Saved entries:
'''

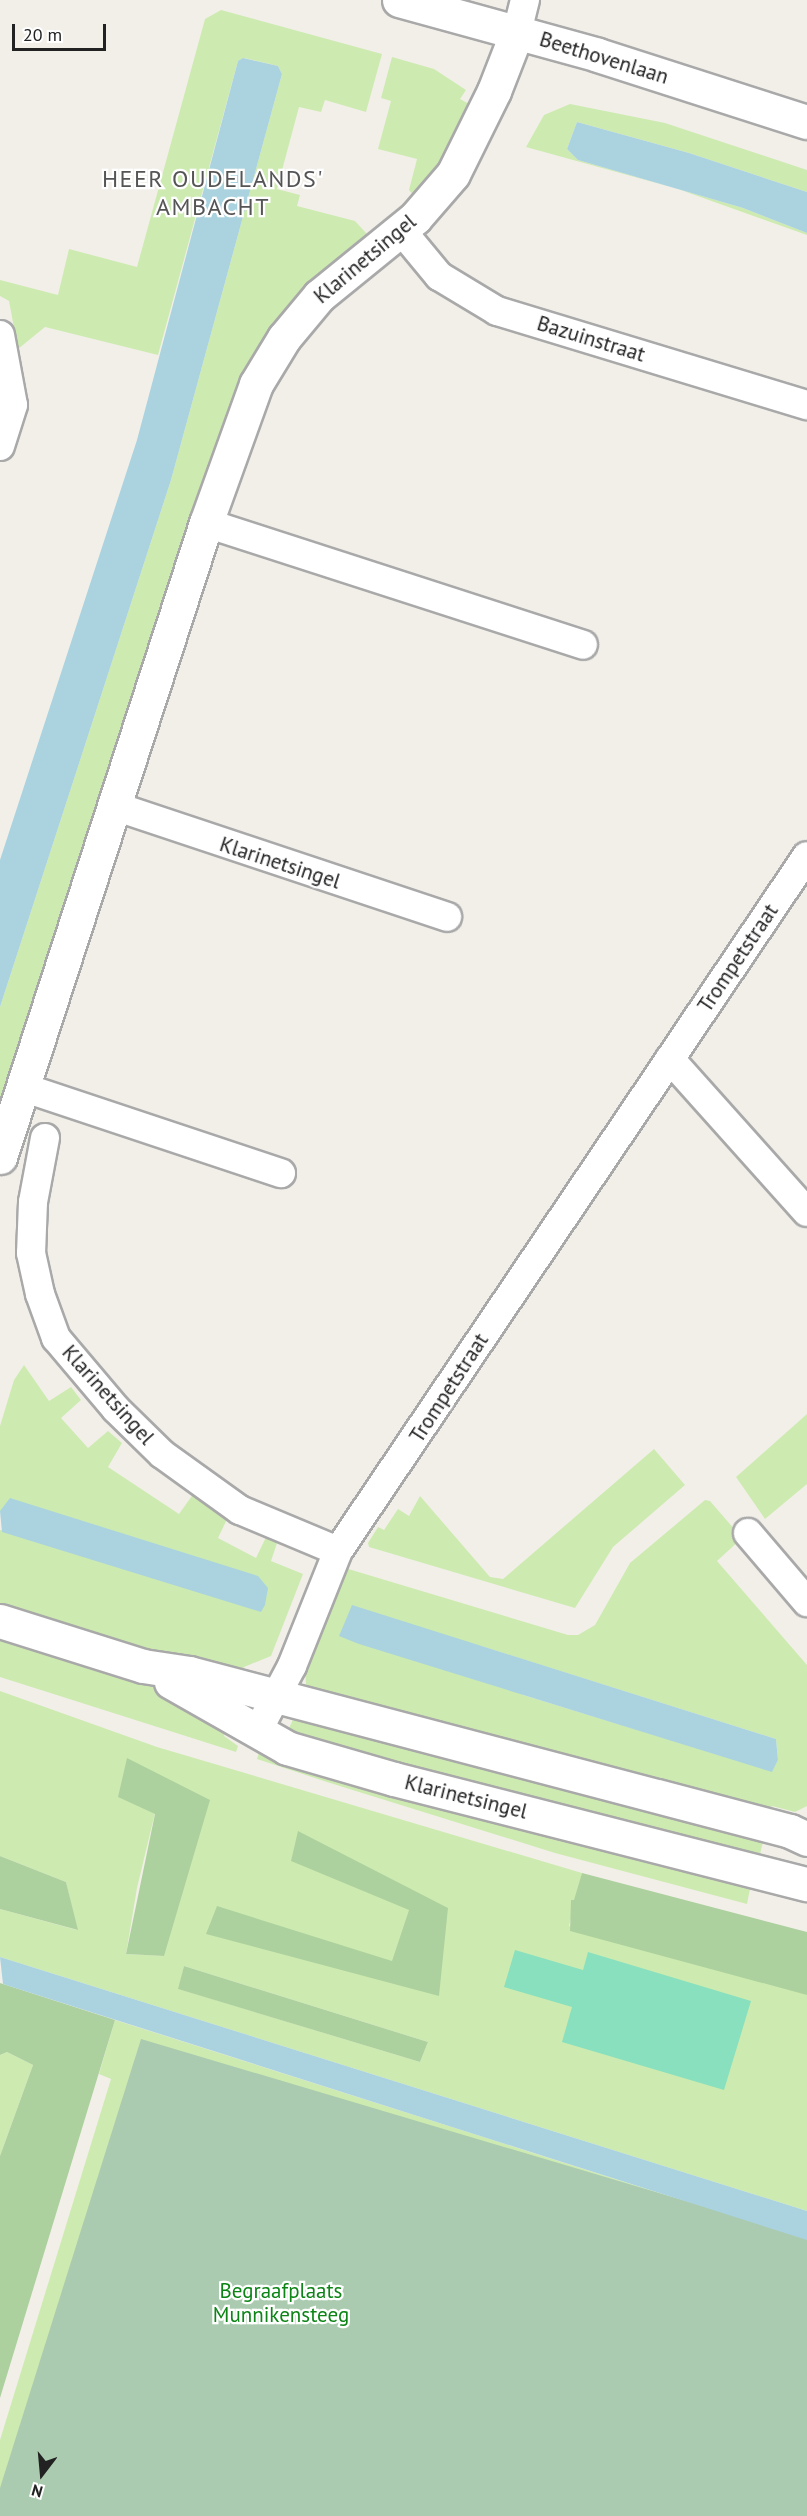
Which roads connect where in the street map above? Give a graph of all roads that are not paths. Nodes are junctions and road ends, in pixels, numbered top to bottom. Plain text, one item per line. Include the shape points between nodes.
1 (399, 0) edge
2 (525, 0) edge
3 (517, 32) junction
4 (807, 122) edge
5 (401, 230) junction
6 (0, 335) edge
7 (807, 405) edge
8 (0, 446) edge
9 (206, 524) junction
10 (583, 645) dead end
11 (114, 806) junction
12 (807, 856) edge
13 (447, 917) dead end
14 (670, 1059) junction
15 (22, 1087) junction
16 (45, 1138) dead end
17 (0, 1157) edge
18 (281, 1173) dead end
19 (807, 1212) edge
20 (748, 1533) dead end
21 (338, 1551) junction
22 (807, 1602) edge
23 (0, 1621) edge
24 (143, 1666) junction
25 (274, 1697) junction
26 (257, 1732) junction
27 (807, 1839) edge
28 (807, 1884) edge

1 - 3 street, Beethovenlaan
2 - 3 street
3 - 4 street, Beethovenlaan
3 - 5 street, Klarinetsingel via 460,164 441,191
5 - 7 street, Bazuinstraat via 439,276 496,310
5 - 9 street, Klarinetsingel via 319,296 284,338 256,384
6 - 8 street via 14,405
9 - 10 street
9 - 11 street, Klarinetsingel
11 - 13 street, Klarinetsingel
11 - 15 street, Klarinetsingel
12 - 14 street, Trompetstraat
14 - 19 street
14 - 21 street, Trompetstraat
15 - 17 street, Klarinetsingel
15 - 18 street
16 - 21 street, Klarinetsingel via 33,1202 31,1253 56,1338 116,1409 162,1454 240,1510
20 - 22 street
21 - 25 street, Trompetstraat via 292,1666
23 - 24 street, Klarinetsingel
24 - 25 street, Klarinetsingel via 189,1673
24 - 26 street, Klarinetsingel
25 - 26 street, Trompetstraat
25 - 27 street, Klarinetsingel via 790,1831
26 - 28 street, Klarinetsingel via 287,1748 393,1779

'''

◆ **EXERCISE**: The entries are to be reproduced exactly, excluding any pictures they contain.

◆ **YOUR RESPONSE**:
Which roads connect where in the street map above? Give a graph of all roads that are not paths. Nodes are junctions and road ends, in pixels, numbered top to bottom. Plain text, one item per line. Include the shape points between nodes.
1 (399, 0) edge
2 (525, 0) edge
3 (517, 32) junction
4 (807, 122) edge
5 (401, 230) junction
6 (0, 335) edge
7 (807, 405) edge
8 (0, 446) edge
9 (206, 524) junction
10 (583, 645) dead end
11 (114, 806) junction
12 (807, 856) edge
13 (447, 917) dead end
14 (670, 1059) junction
15 (22, 1087) junction
16 (45, 1138) dead end
17 (0, 1157) edge
18 (281, 1173) dead end
19 (807, 1212) edge
20 (748, 1533) dead end
21 (338, 1551) junction
22 (807, 1602) edge
23 (0, 1621) edge
24 (143, 1666) junction
25 (274, 1697) junction
26 (257, 1732) junction
27 (807, 1839) edge
28 (807, 1884) edge

1 - 3 street, Beethovenlaan
2 - 3 street
3 - 4 street, Beethovenlaan
3 - 5 street, Klarinetsingel via 460,164 441,191
5 - 7 street, Bazuinstraat via 439,276 496,310
5 - 9 street, Klarinetsingel via 319,296 284,338 256,384
6 - 8 street via 14,405
9 - 10 street
9 - 11 street, Klarinetsingel
11 - 13 street, Klarinetsingel
11 - 15 street, Klarinetsingel
12 - 14 street, Trompetstraat
14 - 19 street
14 - 21 street, Trompetstraat
15 - 17 street, Klarinetsingel
15 - 18 street
16 - 21 street, Klarinetsingel via 33,1202 31,1253 56,1338 116,1409 162,1454 240,1510
20 - 22 street
21 - 25 street, Trompetstraat via 292,1666
23 - 24 street, Klarinetsingel
24 - 25 street, Klarinetsingel via 189,1673
24 - 26 street, Klarinetsingel
25 - 26 street, Trompetstraat
25 - 27 street, Klarinetsingel via 790,1831
26 - 28 street, Klarinetsingel via 287,1748 393,1779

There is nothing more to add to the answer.